Tata ruang kota yang dimaksud adalah perancangan transportasi dalam kota yang lebih fokus pada penggunaan moda transportasi massal misal LRT Bandung Raya, pembangunan jalur khusus sepeda dan perbaikan jalur pedestrian untuk pejalan kaki. Dengan demikian diharapkan masyarakat dapat beralih dari transportasi pribadi ke transportasi massal. Manfaat lain yang diperoleh adalah pengurangan jumlah polusi udara dan lingkungan yang lebih kondusif dapat tercipta.

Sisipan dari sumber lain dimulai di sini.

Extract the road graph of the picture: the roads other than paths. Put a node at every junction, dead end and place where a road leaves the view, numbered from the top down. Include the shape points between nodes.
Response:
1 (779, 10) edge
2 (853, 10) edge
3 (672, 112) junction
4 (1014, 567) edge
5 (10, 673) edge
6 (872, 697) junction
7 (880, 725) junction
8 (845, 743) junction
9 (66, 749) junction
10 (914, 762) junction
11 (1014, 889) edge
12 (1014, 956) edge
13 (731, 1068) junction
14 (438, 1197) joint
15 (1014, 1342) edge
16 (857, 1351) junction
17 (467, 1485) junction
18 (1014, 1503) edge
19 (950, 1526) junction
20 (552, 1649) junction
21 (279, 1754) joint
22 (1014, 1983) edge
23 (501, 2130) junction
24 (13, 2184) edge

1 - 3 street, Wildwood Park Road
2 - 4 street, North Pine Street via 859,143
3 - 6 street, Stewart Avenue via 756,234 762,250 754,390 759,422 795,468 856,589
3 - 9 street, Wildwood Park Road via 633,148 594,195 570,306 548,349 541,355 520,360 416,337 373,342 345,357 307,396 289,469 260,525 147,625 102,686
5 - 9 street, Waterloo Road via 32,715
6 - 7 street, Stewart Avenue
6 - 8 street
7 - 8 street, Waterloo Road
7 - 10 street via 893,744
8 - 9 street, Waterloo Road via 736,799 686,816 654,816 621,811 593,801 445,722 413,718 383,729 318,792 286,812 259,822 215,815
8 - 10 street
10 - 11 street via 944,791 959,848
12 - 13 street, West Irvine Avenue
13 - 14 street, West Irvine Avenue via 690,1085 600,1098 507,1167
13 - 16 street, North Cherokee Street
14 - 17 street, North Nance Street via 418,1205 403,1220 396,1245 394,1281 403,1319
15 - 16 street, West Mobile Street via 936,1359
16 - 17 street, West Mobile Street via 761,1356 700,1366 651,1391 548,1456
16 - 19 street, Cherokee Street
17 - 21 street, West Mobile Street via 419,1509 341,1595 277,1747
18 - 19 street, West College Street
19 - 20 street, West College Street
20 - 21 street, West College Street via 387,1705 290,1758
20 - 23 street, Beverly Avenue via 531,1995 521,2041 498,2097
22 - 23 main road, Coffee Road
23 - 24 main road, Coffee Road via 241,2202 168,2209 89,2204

Hal lain yang dapat diterapkan untuk memecahkan kemacetan yang ada adalah pemanfaatan Big Data guna menganalisis kemacetan tersebut. Dari Big Data yang terkoneksi dengan sistem teknologi informasi dapat diperoleh real time data dari arus lalu lintas yang ada. Pemanfataannya dapat berupa pengaturan traffic light yang dinamis guna optimalisasi arus lalu lintas, pemantauan kondisi jalan secara real time, pengumuman kondisi lalu lintas melalui papan reklame digital, mendeteksi kantong parkir yang kosong, dan sebagainya.
Dengan demikian, kemajuan arus informasi dan teknologi yang ada kiranya dapat digunakan untuk pemecahan masalah kemacetan di Kota Kembang tercinta.